● **DATA LISTING**

%%

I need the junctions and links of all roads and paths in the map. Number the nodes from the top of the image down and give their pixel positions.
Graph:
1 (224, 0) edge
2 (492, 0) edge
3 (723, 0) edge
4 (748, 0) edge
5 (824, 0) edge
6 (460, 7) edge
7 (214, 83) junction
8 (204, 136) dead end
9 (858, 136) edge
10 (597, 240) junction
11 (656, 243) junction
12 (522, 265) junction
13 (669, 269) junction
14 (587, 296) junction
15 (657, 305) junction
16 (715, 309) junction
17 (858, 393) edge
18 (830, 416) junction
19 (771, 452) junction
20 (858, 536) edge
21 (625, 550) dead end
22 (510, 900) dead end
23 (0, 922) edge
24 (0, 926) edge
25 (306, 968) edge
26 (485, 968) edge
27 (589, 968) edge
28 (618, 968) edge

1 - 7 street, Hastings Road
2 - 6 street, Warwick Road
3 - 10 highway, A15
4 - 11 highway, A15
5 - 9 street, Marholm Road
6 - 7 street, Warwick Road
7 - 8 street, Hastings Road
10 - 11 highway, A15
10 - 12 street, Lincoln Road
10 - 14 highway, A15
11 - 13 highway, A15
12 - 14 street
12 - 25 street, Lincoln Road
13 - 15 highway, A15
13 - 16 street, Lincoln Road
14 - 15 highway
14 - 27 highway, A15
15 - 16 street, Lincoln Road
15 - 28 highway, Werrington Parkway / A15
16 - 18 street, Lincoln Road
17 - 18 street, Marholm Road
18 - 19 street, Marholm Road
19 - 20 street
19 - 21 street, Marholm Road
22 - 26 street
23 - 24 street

%%
%%

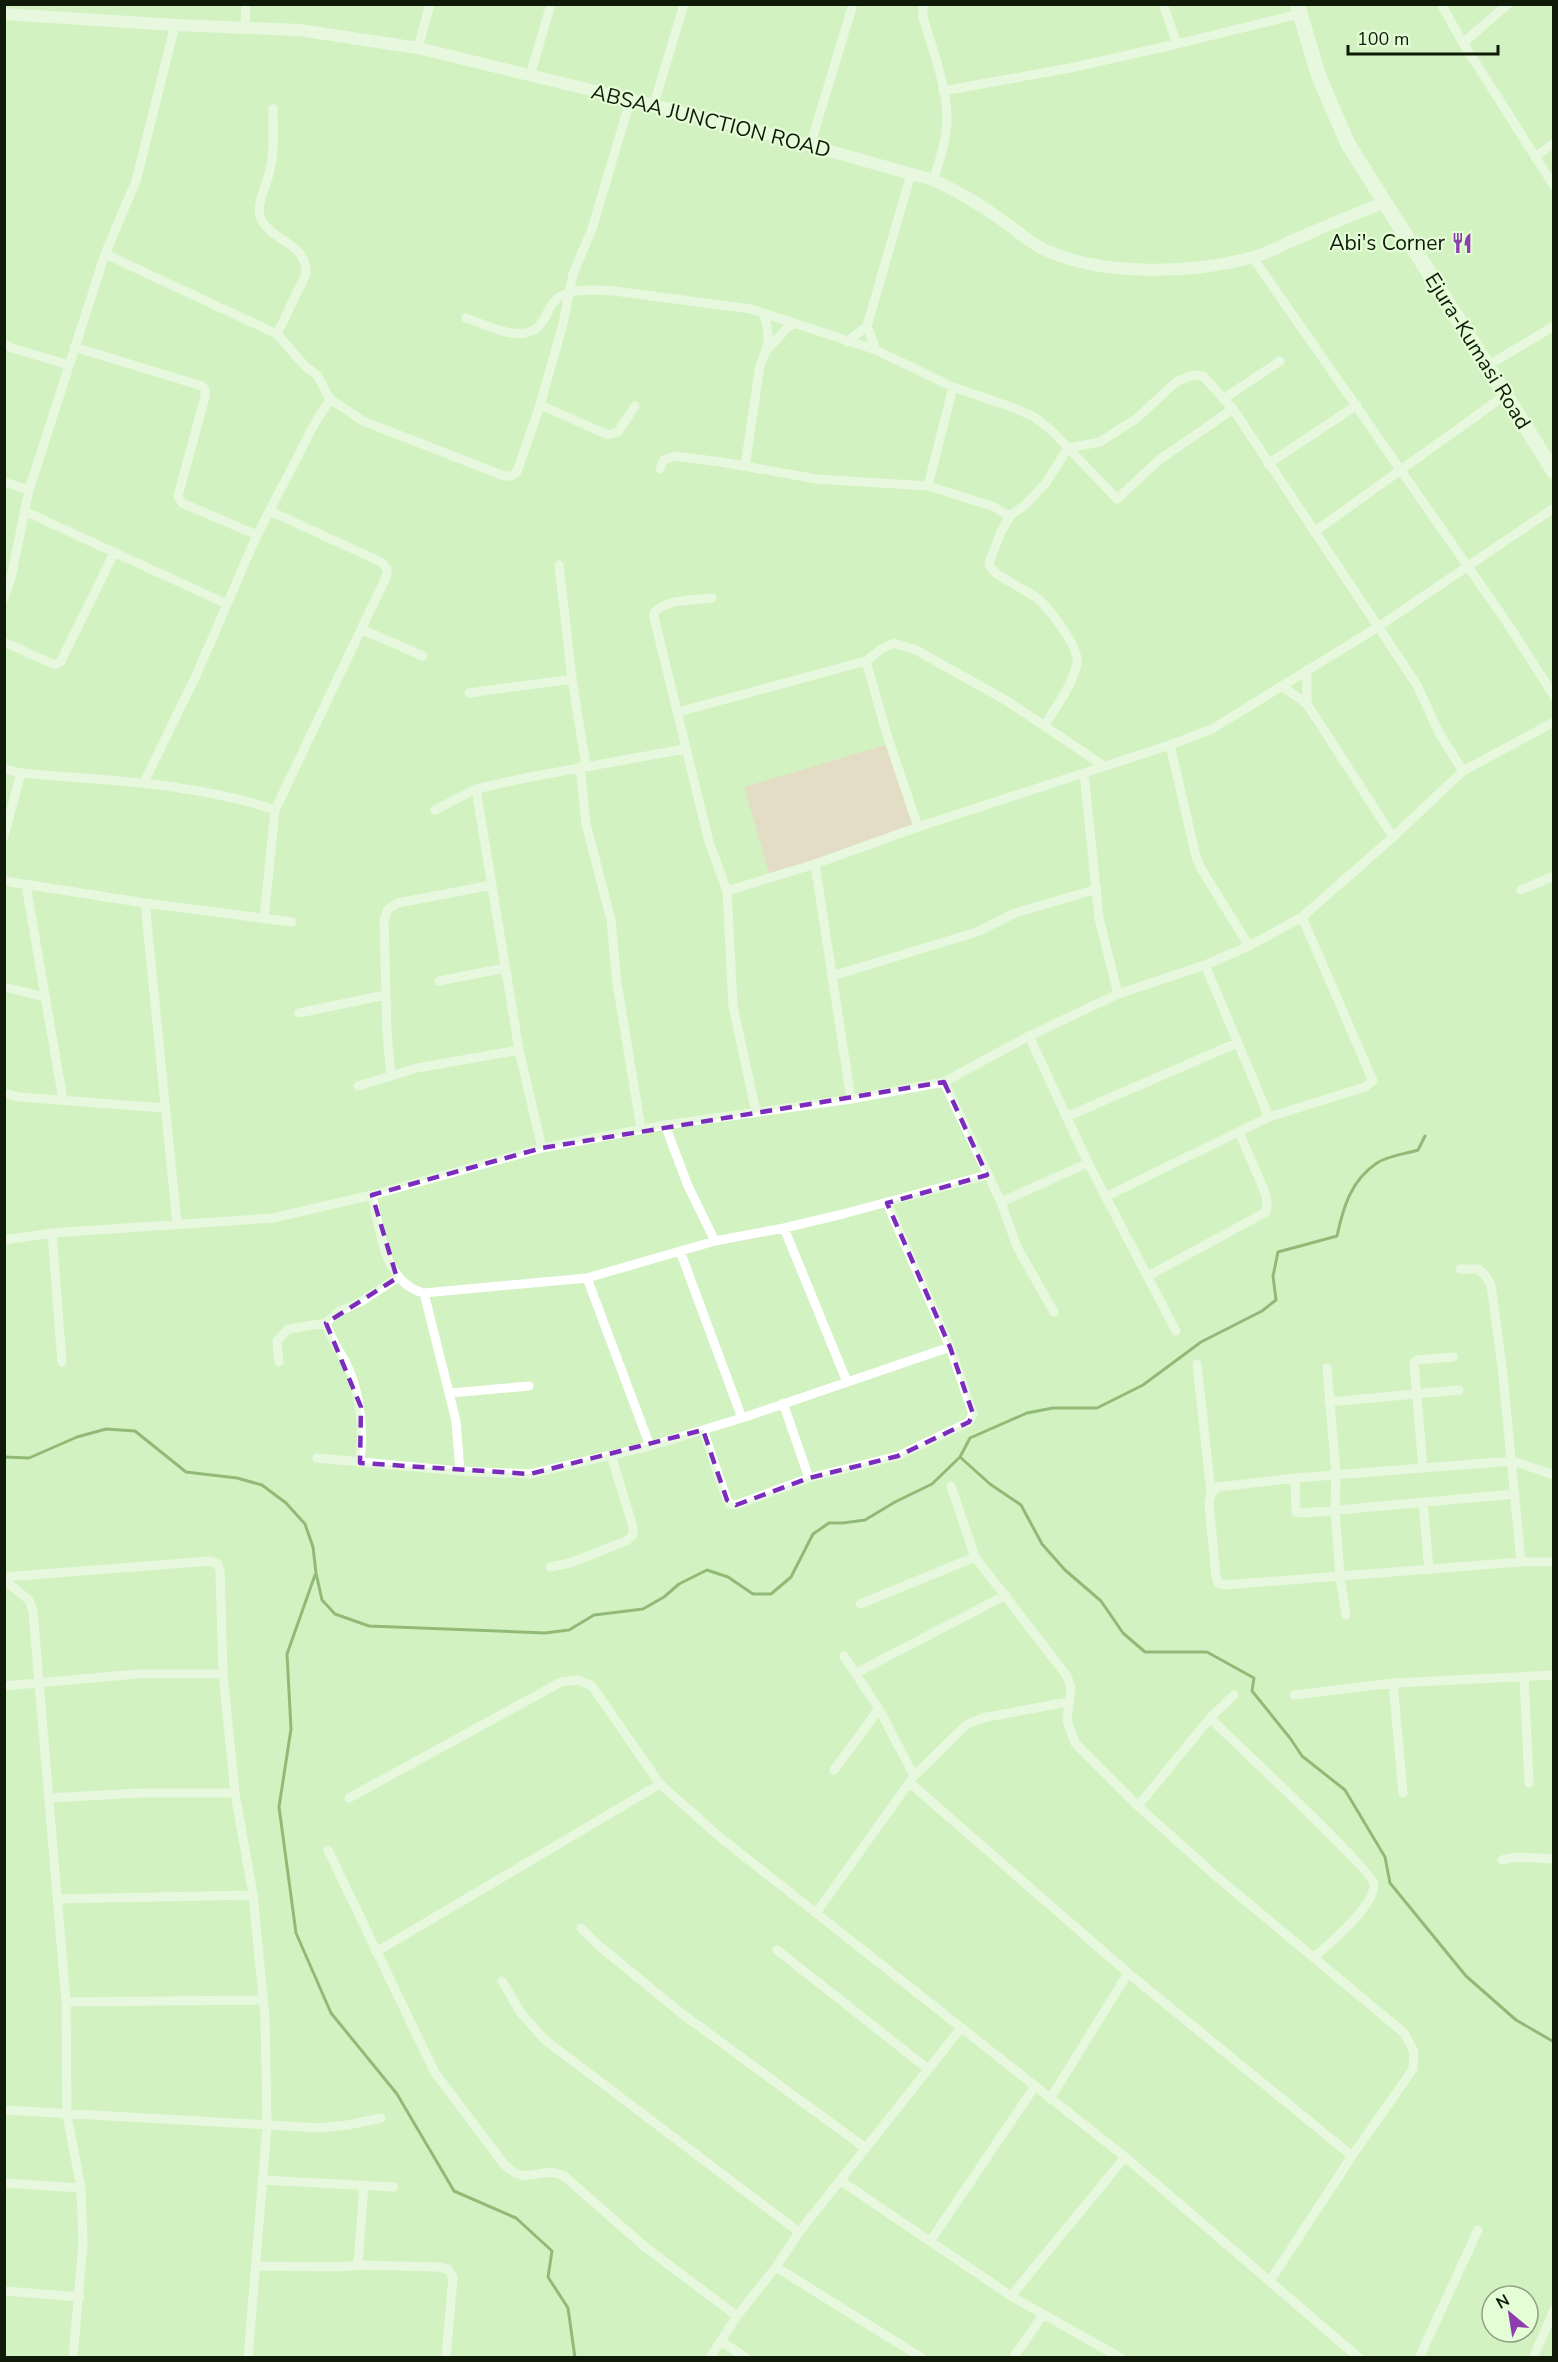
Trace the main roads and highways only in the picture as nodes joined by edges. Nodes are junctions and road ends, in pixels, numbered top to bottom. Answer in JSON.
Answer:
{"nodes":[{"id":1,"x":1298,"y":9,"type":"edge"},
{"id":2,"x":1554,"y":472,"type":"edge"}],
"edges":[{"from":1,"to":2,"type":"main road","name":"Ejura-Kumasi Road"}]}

%%

● **AIM OF THE EXERCISE**
Take from the entries every line that has the string "roads".

● **TASK RESULT**
I need the junctions and links of all roads and paths in the map. Number the nodes from the top of the image down and give their pixel positions.
Trace the main roads and highways only in the picture as nodes joined by edges. Nodes are junctions and road ends, in pixels, numbered top to bottom. Answer in JSON.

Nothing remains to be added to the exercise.